Den Heiligen Geist zum Zug kommen lassen, die gute Luft Gottes einatmen und nicht den üblichen Mief; den Sauerstoff der Liebe Gottes tief einatmen – das allein kann schon ein Leben völlig verändern. Und aus diesen kleinen Zeichen eines geistesgegenwärtigen Lebens aus dem Glauben heraus entwickeln sich dann bestimmt auch die großen Zeichen, die die Apostelgeschichte mit dem Pfingsttag in Verbindung bringt.
Denn nicht immer fallen Toleranz und Verständnis zwischen Menschen und Völkern, zwischen Konfessionen und Religionen wie Feuerzungen vom Himmel, oft wächst das Sprachenwunder des gegenseitigen Verstehens aus den kleinen Schritten.

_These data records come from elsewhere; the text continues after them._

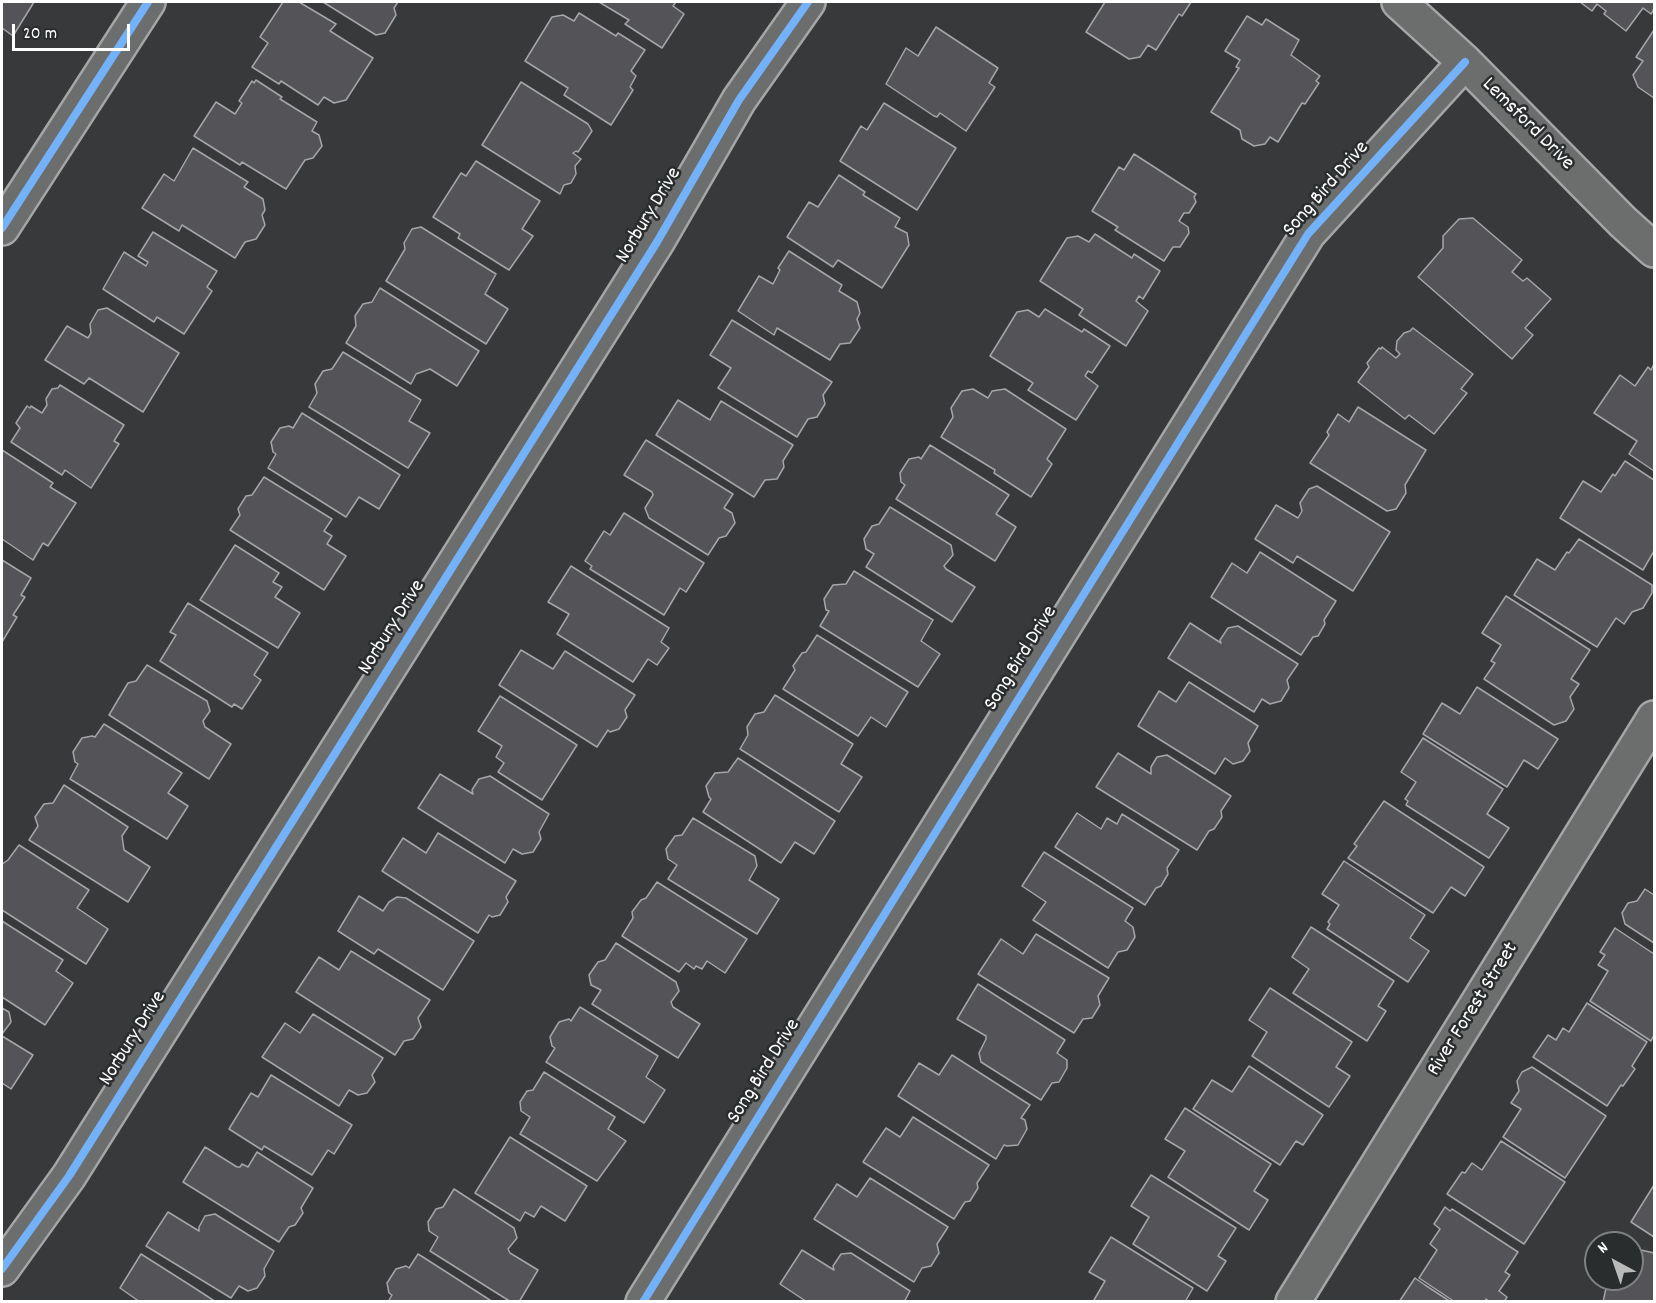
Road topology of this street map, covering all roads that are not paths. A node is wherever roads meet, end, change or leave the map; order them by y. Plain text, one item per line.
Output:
1 (148, 2) edge
2 (807, 2) edge
3 (1399, 2) edge
4 (1465, 62) junction
5 (2, 228) edge
6 (1654, 250) edge
7 (1654, 718) edge
8 (2, 1269) edge
9 (643, 1302) edge
10 (1293, 1302) edge

1 - 5 street
2 - 8 street, Norbury Drive
3 - 4 street, Lemsford Drive
4 - 6 street, Lemsford Drive
4 - 9 street, Song Bird Drive
7 - 10 street, River Forest Street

Und wenig spektakulär sind meistens auch die Charismen, die Talente und Fähigkeiten, die Gottes Geist denen schenkt, die sich auf sein Wirken einlassen, die sich immer wieder seinem Lebenshauch aussetzen. Denn da geht es nicht darum, dass jemand groß rauskommt. Da geht es immer zuerst darum, dass man mit seinen Charismen dem Aufbau des Reiches Gottes und dem Aufbau der christlichen Gemeinde dient.
Achten wir deshalb an Pfingsten besonders darauf, die Charismen von anderen wahrzunehmen und zu achten. Und überprüfen wir die eigenen Motive für unser Engagement, aber auch für unsere Zurückhaltung. Denn das eigene Licht gehört weder unter den Scheffel, noch soll es dazu berechtigen, das Licht von anderen klein zu reden oder auszulöschen.
Pfingsten, liebe Mitchristen, kann genau genau dann für uns alle zu einem echten Hochfest werden, wenn wir uns anhauchen lassen durch den Auferstandenen - mit seinem belebenden Geist, wenn wir uns dazu ermutigen lassen zu seinen Osterzeugen zu werden, wenn wir uns inspirieren lassen, in seinem Sinne und geistvoll diese Erde umzugestalten. Amen.